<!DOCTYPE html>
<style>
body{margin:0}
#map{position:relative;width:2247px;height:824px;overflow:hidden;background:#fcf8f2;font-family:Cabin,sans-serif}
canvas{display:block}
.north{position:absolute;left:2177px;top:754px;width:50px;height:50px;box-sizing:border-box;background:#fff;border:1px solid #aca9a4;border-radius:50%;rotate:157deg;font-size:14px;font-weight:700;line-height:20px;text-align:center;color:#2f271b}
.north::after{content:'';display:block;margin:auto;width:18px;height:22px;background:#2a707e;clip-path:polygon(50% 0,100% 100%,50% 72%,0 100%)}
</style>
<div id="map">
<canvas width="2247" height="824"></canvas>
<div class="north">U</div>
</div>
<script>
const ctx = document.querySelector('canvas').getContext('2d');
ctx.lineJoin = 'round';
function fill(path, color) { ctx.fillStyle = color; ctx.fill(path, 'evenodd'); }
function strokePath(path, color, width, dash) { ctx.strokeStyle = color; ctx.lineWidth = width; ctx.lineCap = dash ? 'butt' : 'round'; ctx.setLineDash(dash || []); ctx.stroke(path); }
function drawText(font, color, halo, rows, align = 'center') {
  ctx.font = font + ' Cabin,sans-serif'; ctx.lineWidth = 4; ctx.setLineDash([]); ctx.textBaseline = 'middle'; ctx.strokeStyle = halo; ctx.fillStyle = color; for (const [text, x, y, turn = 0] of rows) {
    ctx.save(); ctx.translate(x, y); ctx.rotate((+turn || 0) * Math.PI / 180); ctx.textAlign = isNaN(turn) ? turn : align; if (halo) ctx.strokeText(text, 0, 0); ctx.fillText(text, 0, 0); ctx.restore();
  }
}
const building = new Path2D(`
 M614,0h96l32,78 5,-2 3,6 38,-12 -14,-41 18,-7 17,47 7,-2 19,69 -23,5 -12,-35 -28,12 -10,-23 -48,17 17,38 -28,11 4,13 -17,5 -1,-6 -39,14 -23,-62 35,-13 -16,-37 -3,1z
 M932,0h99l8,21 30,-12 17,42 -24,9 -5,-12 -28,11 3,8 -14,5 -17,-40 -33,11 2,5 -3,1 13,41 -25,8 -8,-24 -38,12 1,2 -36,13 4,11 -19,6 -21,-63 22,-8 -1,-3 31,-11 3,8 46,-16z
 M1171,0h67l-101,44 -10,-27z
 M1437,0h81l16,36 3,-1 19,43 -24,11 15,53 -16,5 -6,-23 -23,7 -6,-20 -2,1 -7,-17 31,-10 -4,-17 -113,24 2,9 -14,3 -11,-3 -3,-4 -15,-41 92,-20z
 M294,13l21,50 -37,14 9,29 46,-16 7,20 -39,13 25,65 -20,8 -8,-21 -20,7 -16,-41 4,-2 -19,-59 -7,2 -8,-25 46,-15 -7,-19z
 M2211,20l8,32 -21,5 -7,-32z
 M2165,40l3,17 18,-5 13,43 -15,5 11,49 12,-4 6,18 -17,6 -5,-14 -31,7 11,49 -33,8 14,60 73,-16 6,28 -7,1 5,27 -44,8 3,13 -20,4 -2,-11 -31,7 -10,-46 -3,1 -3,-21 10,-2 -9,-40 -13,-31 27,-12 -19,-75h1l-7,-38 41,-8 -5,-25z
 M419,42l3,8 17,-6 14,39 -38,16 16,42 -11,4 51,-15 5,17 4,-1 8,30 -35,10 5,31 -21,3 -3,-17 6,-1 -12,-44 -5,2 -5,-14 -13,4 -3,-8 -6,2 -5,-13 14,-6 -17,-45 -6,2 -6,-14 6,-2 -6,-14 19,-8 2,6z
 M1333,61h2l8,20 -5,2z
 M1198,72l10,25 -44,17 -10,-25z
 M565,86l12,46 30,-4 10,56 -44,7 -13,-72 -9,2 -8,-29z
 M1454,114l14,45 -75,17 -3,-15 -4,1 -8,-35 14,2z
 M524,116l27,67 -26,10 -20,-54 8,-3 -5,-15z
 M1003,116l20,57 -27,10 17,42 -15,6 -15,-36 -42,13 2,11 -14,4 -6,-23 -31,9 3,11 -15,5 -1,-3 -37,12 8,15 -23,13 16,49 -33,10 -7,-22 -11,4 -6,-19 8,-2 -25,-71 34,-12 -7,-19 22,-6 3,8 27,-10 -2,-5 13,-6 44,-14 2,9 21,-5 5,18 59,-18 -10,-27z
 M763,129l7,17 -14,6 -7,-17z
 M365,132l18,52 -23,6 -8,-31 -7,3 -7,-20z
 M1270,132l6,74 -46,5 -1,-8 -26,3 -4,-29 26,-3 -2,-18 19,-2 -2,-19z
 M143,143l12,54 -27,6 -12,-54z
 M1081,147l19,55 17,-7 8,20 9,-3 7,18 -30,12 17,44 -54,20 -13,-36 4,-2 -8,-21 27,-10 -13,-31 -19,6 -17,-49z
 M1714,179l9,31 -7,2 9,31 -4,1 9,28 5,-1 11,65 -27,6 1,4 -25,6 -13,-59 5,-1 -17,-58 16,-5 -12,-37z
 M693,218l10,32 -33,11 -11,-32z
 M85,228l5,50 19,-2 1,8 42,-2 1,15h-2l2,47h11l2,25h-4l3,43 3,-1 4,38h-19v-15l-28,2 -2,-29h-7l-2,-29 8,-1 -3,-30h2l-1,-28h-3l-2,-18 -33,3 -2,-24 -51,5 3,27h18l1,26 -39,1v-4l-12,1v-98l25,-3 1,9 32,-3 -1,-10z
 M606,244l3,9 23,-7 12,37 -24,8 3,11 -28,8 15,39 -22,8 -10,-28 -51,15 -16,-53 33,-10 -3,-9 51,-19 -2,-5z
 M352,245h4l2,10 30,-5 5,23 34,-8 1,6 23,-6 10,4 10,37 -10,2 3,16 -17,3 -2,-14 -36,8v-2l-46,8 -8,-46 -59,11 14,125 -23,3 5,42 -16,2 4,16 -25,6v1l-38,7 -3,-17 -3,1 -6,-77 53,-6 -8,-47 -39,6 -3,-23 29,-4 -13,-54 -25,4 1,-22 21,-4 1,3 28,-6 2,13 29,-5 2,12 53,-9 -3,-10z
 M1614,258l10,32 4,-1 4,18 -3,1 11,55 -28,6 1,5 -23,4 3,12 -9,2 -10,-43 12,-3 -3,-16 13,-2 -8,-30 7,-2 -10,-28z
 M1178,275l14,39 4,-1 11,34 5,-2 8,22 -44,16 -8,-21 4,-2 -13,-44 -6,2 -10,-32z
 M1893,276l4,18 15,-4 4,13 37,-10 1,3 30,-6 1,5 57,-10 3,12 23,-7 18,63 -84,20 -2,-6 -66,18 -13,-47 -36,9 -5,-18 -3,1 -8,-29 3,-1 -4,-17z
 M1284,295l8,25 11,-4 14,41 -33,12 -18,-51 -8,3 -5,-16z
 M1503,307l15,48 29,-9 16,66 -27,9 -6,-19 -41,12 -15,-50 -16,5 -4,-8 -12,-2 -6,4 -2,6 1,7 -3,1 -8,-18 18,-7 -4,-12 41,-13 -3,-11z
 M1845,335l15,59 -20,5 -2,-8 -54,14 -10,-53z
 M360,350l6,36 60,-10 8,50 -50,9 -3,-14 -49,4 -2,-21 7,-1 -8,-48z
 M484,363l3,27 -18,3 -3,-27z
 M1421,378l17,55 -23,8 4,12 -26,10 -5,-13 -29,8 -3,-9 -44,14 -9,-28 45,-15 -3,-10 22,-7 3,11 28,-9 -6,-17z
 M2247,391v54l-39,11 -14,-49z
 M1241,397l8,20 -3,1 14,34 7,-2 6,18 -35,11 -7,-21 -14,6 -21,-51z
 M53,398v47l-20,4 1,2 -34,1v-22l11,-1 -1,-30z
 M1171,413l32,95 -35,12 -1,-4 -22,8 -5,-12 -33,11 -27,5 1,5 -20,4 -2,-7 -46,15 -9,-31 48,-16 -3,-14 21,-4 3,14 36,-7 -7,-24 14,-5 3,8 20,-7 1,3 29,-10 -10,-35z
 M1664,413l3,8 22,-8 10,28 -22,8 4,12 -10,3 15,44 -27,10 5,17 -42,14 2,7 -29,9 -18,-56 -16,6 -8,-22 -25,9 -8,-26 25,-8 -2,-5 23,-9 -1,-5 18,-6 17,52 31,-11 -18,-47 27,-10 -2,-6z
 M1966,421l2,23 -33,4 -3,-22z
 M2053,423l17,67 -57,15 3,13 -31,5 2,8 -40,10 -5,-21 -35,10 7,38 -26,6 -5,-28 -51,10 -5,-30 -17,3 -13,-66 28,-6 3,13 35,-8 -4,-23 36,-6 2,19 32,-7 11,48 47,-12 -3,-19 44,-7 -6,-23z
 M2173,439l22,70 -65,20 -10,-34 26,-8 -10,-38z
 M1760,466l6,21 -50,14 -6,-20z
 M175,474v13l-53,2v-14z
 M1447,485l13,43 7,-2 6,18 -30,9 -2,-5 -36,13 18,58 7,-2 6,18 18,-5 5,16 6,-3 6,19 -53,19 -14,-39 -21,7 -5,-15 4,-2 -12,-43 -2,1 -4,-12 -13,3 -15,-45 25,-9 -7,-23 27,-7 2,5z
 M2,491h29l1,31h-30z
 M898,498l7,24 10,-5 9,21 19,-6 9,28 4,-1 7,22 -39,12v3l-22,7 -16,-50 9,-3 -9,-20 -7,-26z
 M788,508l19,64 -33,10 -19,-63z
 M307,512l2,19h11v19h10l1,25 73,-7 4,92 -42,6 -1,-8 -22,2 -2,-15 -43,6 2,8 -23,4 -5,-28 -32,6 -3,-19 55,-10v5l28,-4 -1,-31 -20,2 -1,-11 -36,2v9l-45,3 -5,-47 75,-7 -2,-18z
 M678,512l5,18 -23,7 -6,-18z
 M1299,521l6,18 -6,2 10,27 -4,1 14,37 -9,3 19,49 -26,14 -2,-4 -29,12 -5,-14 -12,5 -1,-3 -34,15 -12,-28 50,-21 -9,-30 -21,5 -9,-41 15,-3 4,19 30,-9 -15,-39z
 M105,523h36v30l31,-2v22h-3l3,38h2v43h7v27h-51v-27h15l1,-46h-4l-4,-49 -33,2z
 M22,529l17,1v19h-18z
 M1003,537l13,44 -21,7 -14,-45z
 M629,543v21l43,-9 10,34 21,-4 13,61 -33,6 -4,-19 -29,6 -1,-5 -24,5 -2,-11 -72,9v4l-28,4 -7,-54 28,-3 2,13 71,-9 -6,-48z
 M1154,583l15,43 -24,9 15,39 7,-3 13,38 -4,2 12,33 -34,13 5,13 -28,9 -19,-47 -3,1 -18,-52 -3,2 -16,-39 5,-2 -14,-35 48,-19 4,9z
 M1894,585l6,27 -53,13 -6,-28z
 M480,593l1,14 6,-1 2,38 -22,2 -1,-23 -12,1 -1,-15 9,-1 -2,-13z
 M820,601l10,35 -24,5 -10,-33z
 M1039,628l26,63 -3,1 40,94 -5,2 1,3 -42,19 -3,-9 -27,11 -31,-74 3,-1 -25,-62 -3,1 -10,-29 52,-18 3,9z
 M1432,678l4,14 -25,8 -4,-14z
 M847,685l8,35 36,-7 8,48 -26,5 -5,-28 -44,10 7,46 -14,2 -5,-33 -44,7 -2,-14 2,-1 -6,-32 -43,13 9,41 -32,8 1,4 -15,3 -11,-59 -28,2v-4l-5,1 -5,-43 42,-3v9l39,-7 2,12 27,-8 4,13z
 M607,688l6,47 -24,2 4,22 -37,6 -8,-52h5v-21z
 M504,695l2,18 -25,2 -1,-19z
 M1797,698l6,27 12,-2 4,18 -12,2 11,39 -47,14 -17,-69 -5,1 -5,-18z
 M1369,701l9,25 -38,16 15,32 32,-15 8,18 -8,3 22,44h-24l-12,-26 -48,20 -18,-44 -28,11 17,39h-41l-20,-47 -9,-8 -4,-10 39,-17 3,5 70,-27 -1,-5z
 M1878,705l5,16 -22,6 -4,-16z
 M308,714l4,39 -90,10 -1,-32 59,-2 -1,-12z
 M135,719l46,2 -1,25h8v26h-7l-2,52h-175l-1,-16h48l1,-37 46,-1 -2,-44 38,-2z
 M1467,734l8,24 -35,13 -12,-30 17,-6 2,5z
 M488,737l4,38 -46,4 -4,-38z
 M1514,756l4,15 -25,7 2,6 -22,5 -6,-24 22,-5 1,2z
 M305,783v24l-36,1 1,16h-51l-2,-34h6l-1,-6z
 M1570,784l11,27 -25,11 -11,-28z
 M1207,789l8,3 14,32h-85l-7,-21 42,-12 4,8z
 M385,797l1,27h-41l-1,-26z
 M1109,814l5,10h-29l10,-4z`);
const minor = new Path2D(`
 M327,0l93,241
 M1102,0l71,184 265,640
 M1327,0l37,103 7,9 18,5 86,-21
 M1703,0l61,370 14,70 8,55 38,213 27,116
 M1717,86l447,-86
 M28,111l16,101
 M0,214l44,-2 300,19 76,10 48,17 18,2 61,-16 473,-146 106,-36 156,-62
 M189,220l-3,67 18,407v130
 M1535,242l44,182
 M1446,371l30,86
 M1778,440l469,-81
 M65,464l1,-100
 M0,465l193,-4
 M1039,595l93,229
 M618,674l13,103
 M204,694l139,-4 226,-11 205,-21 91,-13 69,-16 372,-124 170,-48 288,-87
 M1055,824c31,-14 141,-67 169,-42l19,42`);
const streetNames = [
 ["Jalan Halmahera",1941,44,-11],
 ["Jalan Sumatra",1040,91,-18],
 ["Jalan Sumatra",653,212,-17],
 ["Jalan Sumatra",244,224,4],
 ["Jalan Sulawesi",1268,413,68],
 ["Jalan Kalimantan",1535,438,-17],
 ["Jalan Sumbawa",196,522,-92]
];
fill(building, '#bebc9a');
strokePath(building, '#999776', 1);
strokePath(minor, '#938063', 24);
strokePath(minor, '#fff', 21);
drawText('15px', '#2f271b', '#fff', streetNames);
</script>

::::::::

* REQUIRED ACTION: Pull from the data each line where the string "lineWidth" turns up.

* SOLUTION TO THE PROBLEM:
function strokePath(path, color, width, dash) { ctx.strokeStyle = color; ctx.lineWidth = width; ctx.lineCap = dash ? 'butt' : 'round'; ctx.setLineDash(dash || []); ctx.stroke(path); }
  ctx.font = font + ' Cabin,sans-serif'; ctx.lineWidth = 4; ctx.setLineDash([]); ctx.textBaseline = 'middle'; ctx.strokeStyle = halo; ctx.fillStyle = color; for (const [text, x, y, turn = 0] of rows) {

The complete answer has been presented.